(Stored data)

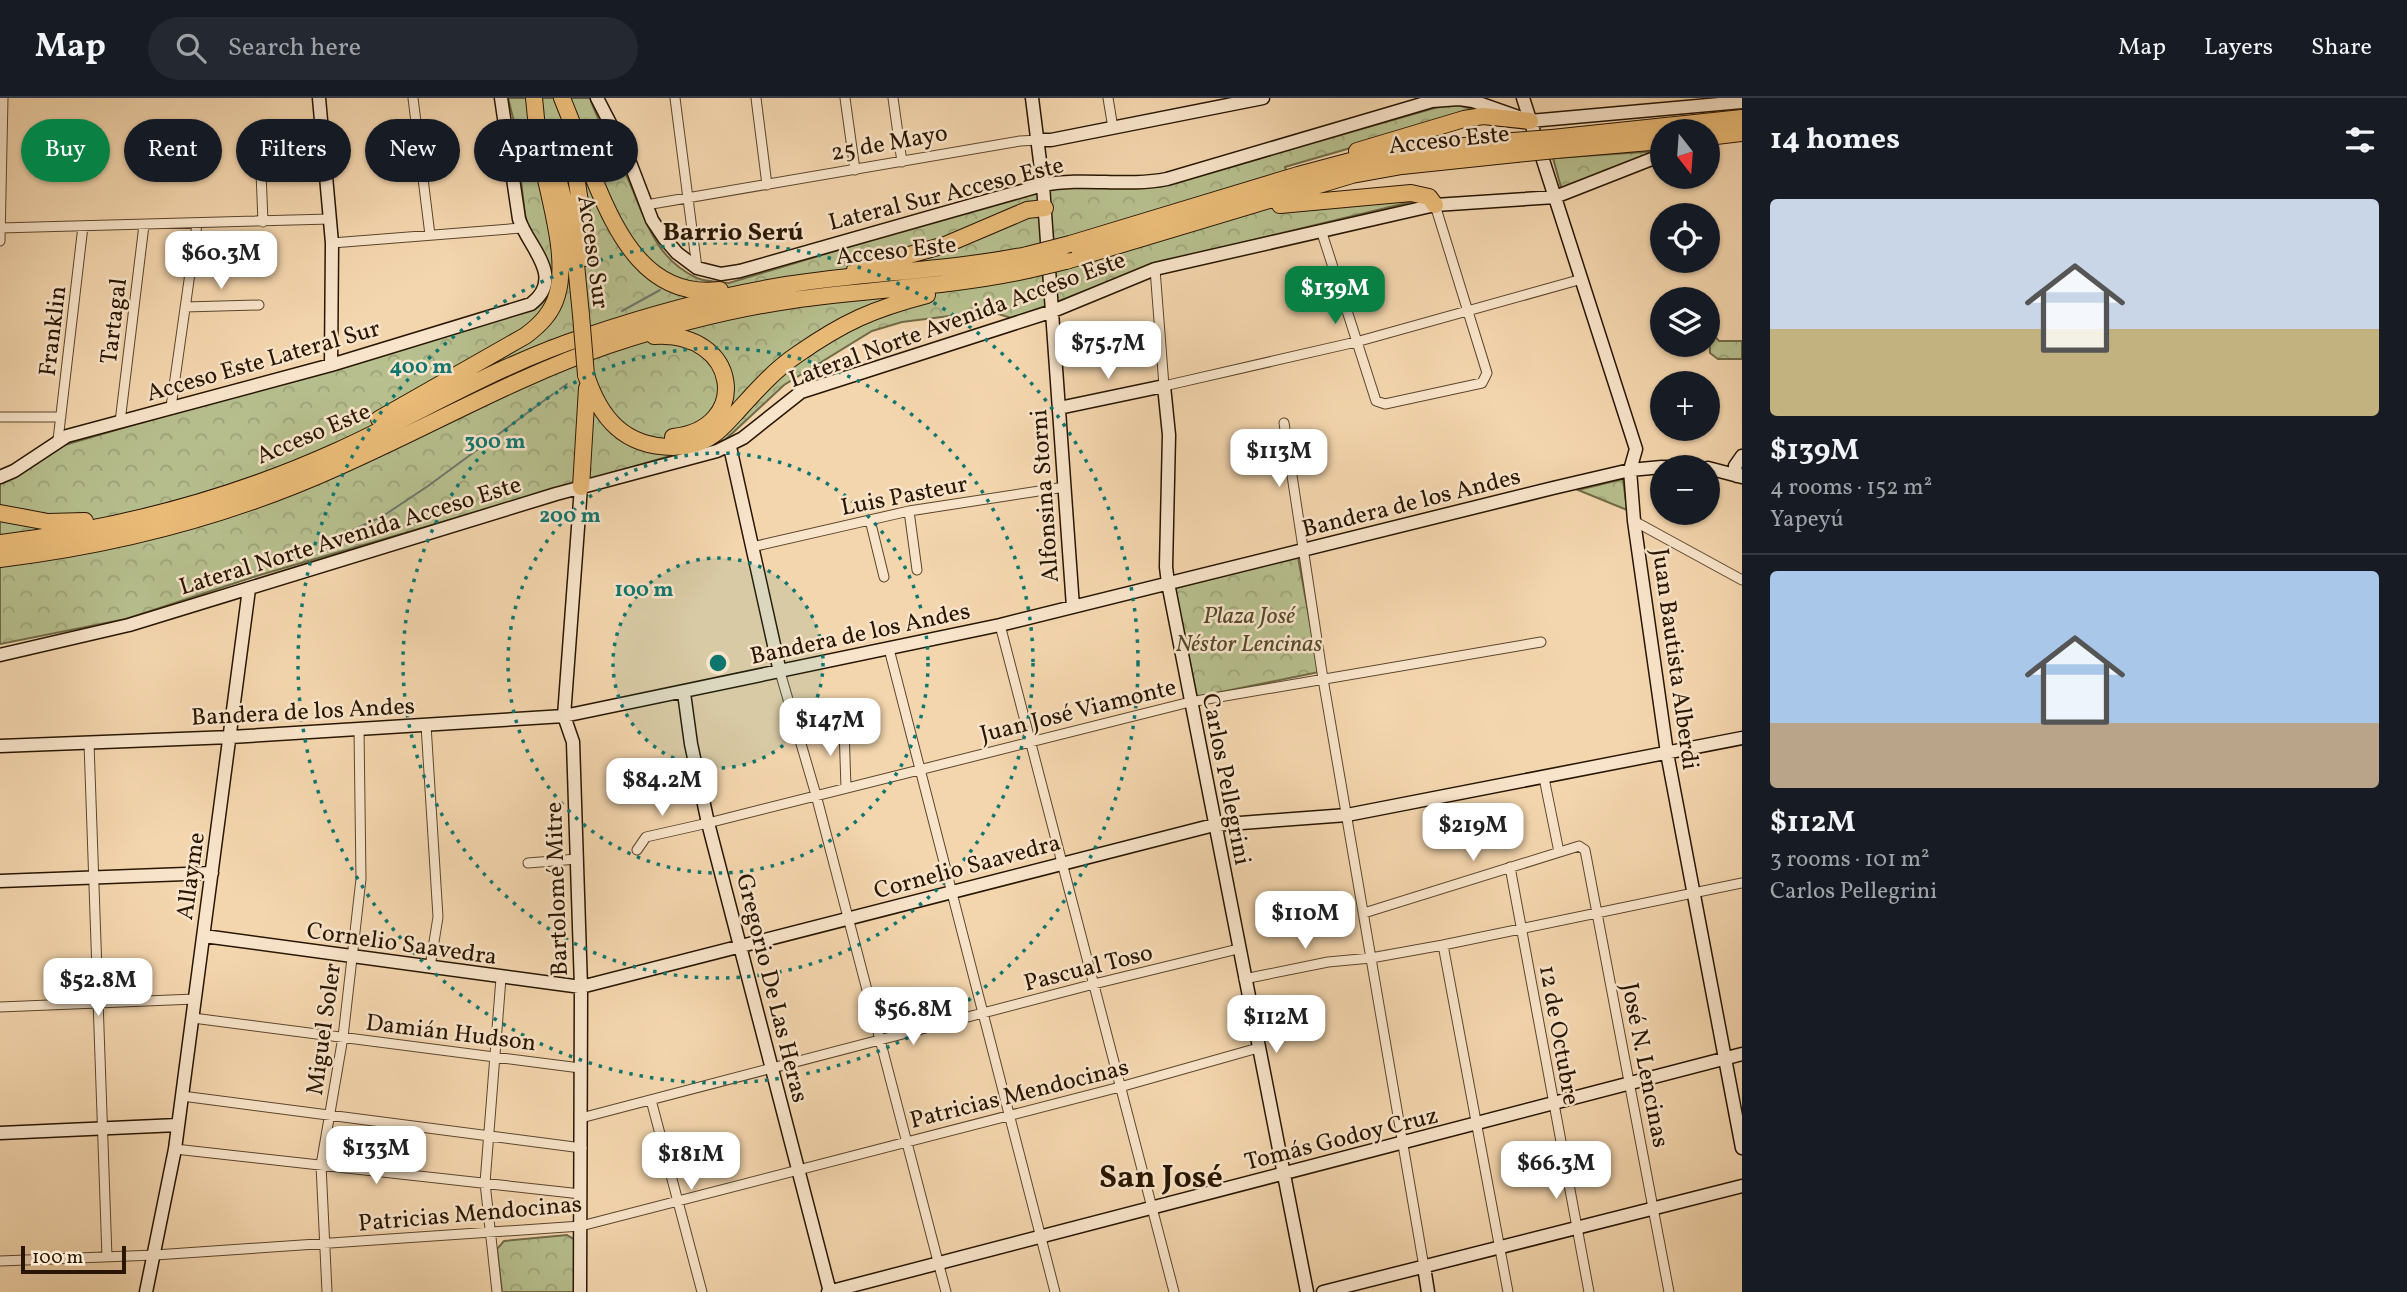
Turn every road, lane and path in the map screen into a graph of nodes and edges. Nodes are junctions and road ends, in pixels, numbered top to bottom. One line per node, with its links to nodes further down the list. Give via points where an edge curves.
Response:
1 (3, 98): 45 (street)
2 (319, 98): 40 (street)
3 (413, 98): 48 (street)
4 (501, 98): 46 (street)
5 (535, 98): 63 (highway, Acceso Sur, via 573,234); 85 (highway, via 561,268 557,296 545,318 511,344 356,432)
6 (562, 98): 58 (highway, via 606,208 623,240 649,270 695,291); 63 (highway, Acceso Sur, via 583,221)
7 (597, 98): 37 (street)
8 (675, 98): 36 (street)
9 (756, 98): 32 (street)
10 (845, 98): 30 (street)
11 (893, 98): 29 (street)
12 (1032, 98): 24 (street, Alfonsina Storni)
13 (1108, 98): 19 (street)
14 (1263, 98): 19 (street, 25 de Mayo)
15 (1523, 98): 18 (street, Juan Bautista Alberdi)
16 (1742, 102): 18 (street)
17 (1742, 118): 20 (highway, Acceso Este)
18 (1530, 121): 26 (street, Juan Bautista Alberdi); 33 (street, Lateral Sur Acceso Este, via 1473,101 1444,99 1167,179); 34 (highway, via 1483,116 1464,119 1333,158)
19 (1114, 128): 24 (street, 25 de Mayo)
20 (1720, 130)
21 (1720, 133): 22 (highway, Acceso Este)
22 (1742, 133)
23 (1650, 137): 26 (highway, Acceso Este)
24 (1039, 140): 29 (street, 25 de Mayo); 33 (street, Alfonsina Storni)
25 (1650, 141): 26 (highway, Acceso Este)
26 (1549, 144): 27 (highway, Acceso Este, bridge); 35 (street, Juan Bautista Alberdi)
27 (1514, 148): 34 (highway, Acceso Este, via 1369,157); 49 (highway, Acceso Este, via 1369,171)
28 (1650, 160): 35 (street, Lateral Norte Avenida Acceso Este)
29 (902, 162): 30 (street, 25 de Mayo)
30 (855, 170): 32 (street, 25 de Mayo)
31 (261, 182): 41 (street)
32 (767, 184): 36 (street, 25 de Mayo)
33 (1043, 185): 39 (street, Alfonsina Storni); 53 (street, Lateral Sur Acceso Este, via 740,271 721,274)
34 (1263, 186): 52 (highway, Acceso Este, bridge, via 1070,244)
35 (1555, 197): 38 (street, Lateral Norte Avenida Acceso Este); 55 (street, Juan Bautista Alberdi)
36 (687, 198): 37 (street, 25 de Mayo); 53 (street)
37 (646, 205): 53 (street, via 664,238)
38 (1435, 205): 47 (street, Lateral Norte Avenida Acceso Este); 49 (highway, via 1429,197 1411,193 1284,204); 62 (street)
39 (1045, 208): 57 (highway, via 1027,210 945,245); 61 (street, Alfonsina Storni)
40 (330, 219): 41 (street); 51 (street)
41 (263, 222): 42 (street)
42 (197, 224): 43 (street); 60 (street)
43 (144, 225): 44 (street); 73 (street, Tartagal)
44 (83, 226): 45 (street); 72 (street, Franklin)
45 (1, 228): 50 (street)
46 (522, 228): 48 (street); 66 (street, Acceso Este Lateral Sur, via 546,277 542,292 531,304)
47 (1321, 230): 54 (street, Lateral Norte Avenida Acceso Este); 64 (street)
48 (430, 234): 51 (street)
49 (1142, 240): 52 (highway, Acceso Este, bridge, via 1066,261)
50 (0, 241)
51 (332, 243): 66 (street)
52 (1028, 262): 56 (highway, Acceso Este); 57 (highway, Acceso Este)
53 (697, 268)
54 (1155, 269): 61 (street, Lateral Norte Avenida Acceso Este); 68 (street, Carlos Pellegrini)
55 (1582, 279): 62 (street); 79 (street, Juan Bautista Alberdi, via 1636,449)
56 (984, 280): 65 (highway, Acceso Este, via 741,308); 67 (highway, via 892,304 849,321 784,365 713,436 685,447 647,445 620,430 598,405)
57 (818, 281): 58 (highway, Acceso Este)
58 (785, 285): 85 (highway, Acceso Este, via 684,306 554,347 339,450)
59 (258, 304): 60 (street)
60 (185, 307): 69 (street)
61 (1053, 311): 70 (street, Alfonsina Storni); 76 (street, Lateral Norte Avenida Acceso Este, via 801,392)
62 (1467, 312): 64 (street); 64 (street, via 1487,373 1482,383 1380,404)
63 (586, 314): 67 (highway, Acceso Sur)
64 (1356, 342): 68 (street)
65 (611, 345): 67 (highway, via 668,336 701,344 724,371 720,409 710,423 691,434 651,435 617,414); 87 (highway, Acceso Este, via 519,380 339,467)
66 (331, 365): 69 (street, Acceso Este Lateral Sur)
67 (591, 374): 83 (highway)
68 (1164, 386): 70 (street); 100 (street, Carlos Pellegrini, via 1169,435)
69 (172, 407): 73 (street, Acceso Este Lateral Sur)
70 (1059, 408): 84 (street, Alfonsina Storni)
71 (0, 417): 72 (street)
72 (61, 417): 75 (street, Franklin)
73 (120, 422): 75 (street, Acceso Este Lateral Sur)
74 (1284, 423): 94 (street)
75 (58, 440): 82 (street, Acceso Este Lateral Sur)
76 (730, 447): 83 (street, Lateral Norte Avenida Acceso Este); 93 (street)
77 (1742, 456): 81 (street, via 1735,466)
78 (1650, 468): 79 (street, Bandera de los Andes)
79 (1630, 470): 91 (street, Juan Bautista Alberdi); 94 (street, Bandera de los Andes)
80 (1720, 471): 81 (street)
81 (1740, 476)
82 (0, 477)
83 (580, 487): 101 (street, Lateral Norte Avenida Acceso Este); 111 (street, Bartolomé Mitre)
84 (1065, 487): 88 (street, Luis Pasteur); 102 (street, Alfonsina Storni)
85 (232, 490): 86 (highway, Acceso Este)
86 (201, 501): 89 (highway, via 69,523); 92 (highway, Acceso Este, via 102,527)
87 (234, 507): 95 (highway, Acceso Este, via 113,540); 96 (highway, via 180,528)
88 (909, 511): 90 (street, Luis Pasteur); 97 (street)
89 (0, 513)
90 (870, 520): 93 (street, Luis Pasteur); 98 (street)
91 (1634, 521): 99 (street); 120 (street, Juan Bautista Alberdi)
92 (0, 543)
93 (752, 547): 107 (street)
94 (1303, 550): 100 (street, Bandera de los Andes); 108 (street)
95 (0, 559)
96 (0, 569)
97 (917, 570)
98 (884, 577)
99 (1742, 580)
100 (1168, 583): 102 (street, Bandera de los Andes); 110 (street, Carlos Pellegrini)
101 (249, 589): 106 (street, Lateral Norte Avenida Acceso Este, via 129,625); 115 (street, Allayme)
102 (1073, 607): 103 (street, Bandera de los Andes)
103 (1000, 625): 105 (street, Bandera de los Andes); 117 (street)
104 (1541, 642): 108 (street, Juan José Viamonte)
105 (889, 649): 107 (street, Bandera de los Andes); 121 (street)
106 (0, 655)
107 (780, 672): 109 (street, Bandera de los Andes); 124 (street)
108 (1324, 679): 110 (street, Juan José Viamonte); 125 (street)
109 (684, 693): 111 (street, Bandera de los Andes); 126 (street, Gregorio De Las Heras)
110 (1191, 702): 117 (street, Juan José Viamonte); 127 (street, Carlos Pellegrini)
111 (564, 716): 112 (street, Bandera de los Andes); 130 (street, Bartolomé Mitre, via 573,742)
112 (426, 725): 114 (street, Bandera de los Andes); 150 (street, via 438,917)
113 (844, 728): 123 (street)
114 (359, 729): 115 (street, Bandera de los Andes); 148 (street, Miguel Soler, via 361,867)
115 (230, 737): 118 (street, Bandera de los Andes); 134 (street, Allayme)
116 (1742, 738): 120 (street, Cornelio Saavedra)
117 (1031, 742): 121 (street, Juan José Viamonte); 132 (street)
118 (89, 743): 119 (street, Bandera de los Andes); 135 (street)
119 (0, 746)
120 (1667, 753): 122 (street, Cornelio Saavedra); 139 (street, Juan Bautista Alberdi)
121 (920, 769): 123 (street, Juan José Viamonte); 138 (street)
122 (1544, 778): 125 (street, Cornelio Saavedra); 129 (street)
123 (846, 788): 124 (street, Juan José Viamonte)
124 (817, 795): 126 (street, Juan José Viamonte); 142 (street)
125 (1347, 815): 127 (street, Cornelio Saavedra); 141 (street)
126 (708, 824): 128 (street, Juan José Viamonte, via 646,837); 146 (street, Gregorio De Las Heras)
127 (1214, 825): 132 (street, Cornelio Saavedra); 147 (street, Carlos Pellegrini)
128 (637, 850)
129 (1559, 852): 133 (street); 140 (street, José N. Lencinas, via 1579,846 1586,850)
130 (577, 859): 131 (street); 154 (street, Bartolomé Mitre)
131 (528, 863)
132 (1062, 863): 138 (street, Cornelio Saavedra); 153 (street)
133 (1510, 867): 141 (street); 143 (street, 12 de Octubre)
134 (212, 873): 135 (street); 144 (street, Allayme)
135 (93, 877): 136 (street); 156 (street)
136 (0, 881)
137 (1742, 883): 139 (street)
138 (951, 891): 142 (street, Cornelio Saavedra); 158 (street)
139 (1695, 893): 140 (street); 165 (street, Juan Bautista Alberdi)
140 (1598, 913): 143 (street); 168 (street, José N. Lencinas)
141 (1364, 914): 149 (street)
142 (849, 918): 146 (street, Cornelio Saavedra); 161 (street)
143 (1521, 929): 145 (street); 172 (street, 12 de Octubre)
144 (204, 936): 148 (street, Cornelio Saavedra); 155 (street, Allayme)
145 (1443, 945): 149 (street); 176 (street)
146 (741, 946): 154 (street, Cornelio Saavedra); 167 (street, Gregorio De Las Heras)
147 (1238, 949): 152 (street, Carlos Pellegrini); 153 (street, Pascual Toso)
148 (354, 957): 150 (street, Cornelio Saavedra); 160 (street, Miguel Soler)
149 (1371, 958): 152 (street); 182 (street)
150 (430, 967): 151 (street, Cornelio Saavedra)
151 (501, 978): 154 (street, Cornelio Saavedra); 164 (street)
152 (1244, 979): 162 (street, Carlos Pellegrini)
153 (1094, 984): 158 (street, Pascual Toso); 169 (street)
154 (580, 987): 166 (street, Bartolomé Mitre)
155 (195, 999): 156 (street); 159 (street, Allayme)
156 (98, 1003): 157 (street); 178 (street)
157 (0, 1007)
158 (983, 1014): 161 (street, Pascual Toso); 174 (street)
159 (193, 1017): 160 (street, Damián Hudson); 170 (street, Allayme)
160 (343, 1037): 164 (street, Damián Hudson); 173 (street, Miguel Soler)
161 (881, 1040): 167 (street, Pascual Toso); 181 (street)
162 (1258, 1048): 169 (street, Patricias Mendocinas); 188 (street, Carlos Pellegrini)
163 (1742, 1054): 165 (street, Tomás Godoy Cruz)
164 (494, 1057): 166 (street, Damián Hudson); 180 (street)
165 (1726, 1058): 168 (street, Tomás Godoy Cruz); 184 (street, Juan Bautista Alberdi)
166 (580, 1068): 175 (street, Bartolomé Mitre)
167 (771, 1069): 171 (street, Pascual Toso); 187 (street, Gregorio De Las Heras)
168 (1630, 1084): 172 (street, Tomás Godoy Cruz); 194 (street, José N. Lencinas)
169 (1120, 1087): 174 (street, Patricias Mendocinas); 193 (street)
170 (182, 1096): 173 (street); 177 (street, Allayme)
171 (651, 1100): 175 (street, Pascual Toso); 192 (street)
172 (1553, 1104): 176 (street, Tomás Godoy Cruz); 196 (street, 12 de Octubre)
173 (331, 1115): 180 (street); 186 (street, Miguel Soler)
174 (1009, 1116): 181 (street, Patricias Mendocinas); 198 (street)
175 (581, 1118): 183 (street, Bartolomé Mitre)
176 (1477, 1124): 182 (street, Tomás Godoy Cruz); 200 (street)
177 (178, 1125): 178 (street); 185 (street, Allayme)
178 (102, 1128): 179 (street); 202 (street)
179 (0, 1133)
180 (487, 1136): 183 (street); 189 (street)
181 (907, 1142): 187 (street, Patricias Mendocinas); 204 (street)
182 (1403, 1144): 188 (street, Tomás Godoy Cruz); 205 (street)
183 (582, 1148): 191 (street, Bartolomé Mitre)
184 (1742, 1148)
185 (175, 1149): 186 (street); 201 (street, Allayme)
186 (321, 1166): 189 (street); 199 (street, Miguel Soler)
187 (798, 1169): 192 (street, Patricias Mendocinas); 211 (street, Gregorio De Las Heras)
188 (1283, 1174): 193 (street, Tomás Godoy Cruz); 215 (street, Carlos Pellegrini)
189 (485, 1183): 191 (street); 197 (street)
190 (1742, 1186): 194 (street)
191 (581, 1194): 195 (street, Bartolomé Mitre)
192 (678, 1201): 195 (street, Patricias Mendocinas); 210 (street)
193 (1152, 1209): 198 (street, Tomás Godoy Cruz); 214 (street)
194 (1654, 1209): 196 (street); 220 (street, José N. Lencinas)
195 (581, 1226): 197 (street, Patricias Mendocinas); 209 (street, Bartolomé Mitre)
196 (1577, 1229): 200 (street); 219 (street, 12 de Octubre)
197 (489, 1232): 199 (street, Patricias Mendocinas); 208 (street)
198 (1041, 1237): 204 (street, Tomás Godoy Cruz); 213 (street)
199 (325, 1243): 201 (street, Patricias Mendocinas); 207 (street, Miguel Soler)
200 (1499, 1248): 205 (street); 218 (street)
201 (155, 1255): 202 (street, Patricias Mendocinas); 206 (street, Allayme)
202 (107, 1257): 203 (street, Patricias Mendocinas)
203 (0, 1262)
204 (939, 1264): 211 (street, Tomás Godoy Cruz); 212 (street)
205 (1424, 1266): 216 (street); 217 (street)
206 (146, 1292)
207 (327, 1292)
208 (497, 1292)
209 (580, 1292)
210 (702, 1292)
211 (830, 1292)
212 (946, 1292)
213 (1055, 1292)
214 (1174, 1292)
215 (1307, 1292)
216 (1322, 1292)
217 (1428, 1292)
218 (1508, 1292)
219 (1589, 1292)
220 (1669, 1292)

-- THE PROBLEM --
Only one thing is wanted in reply: the number of lines in the entries that hold the string "Franklin".

-- RESPONSE BOX --
2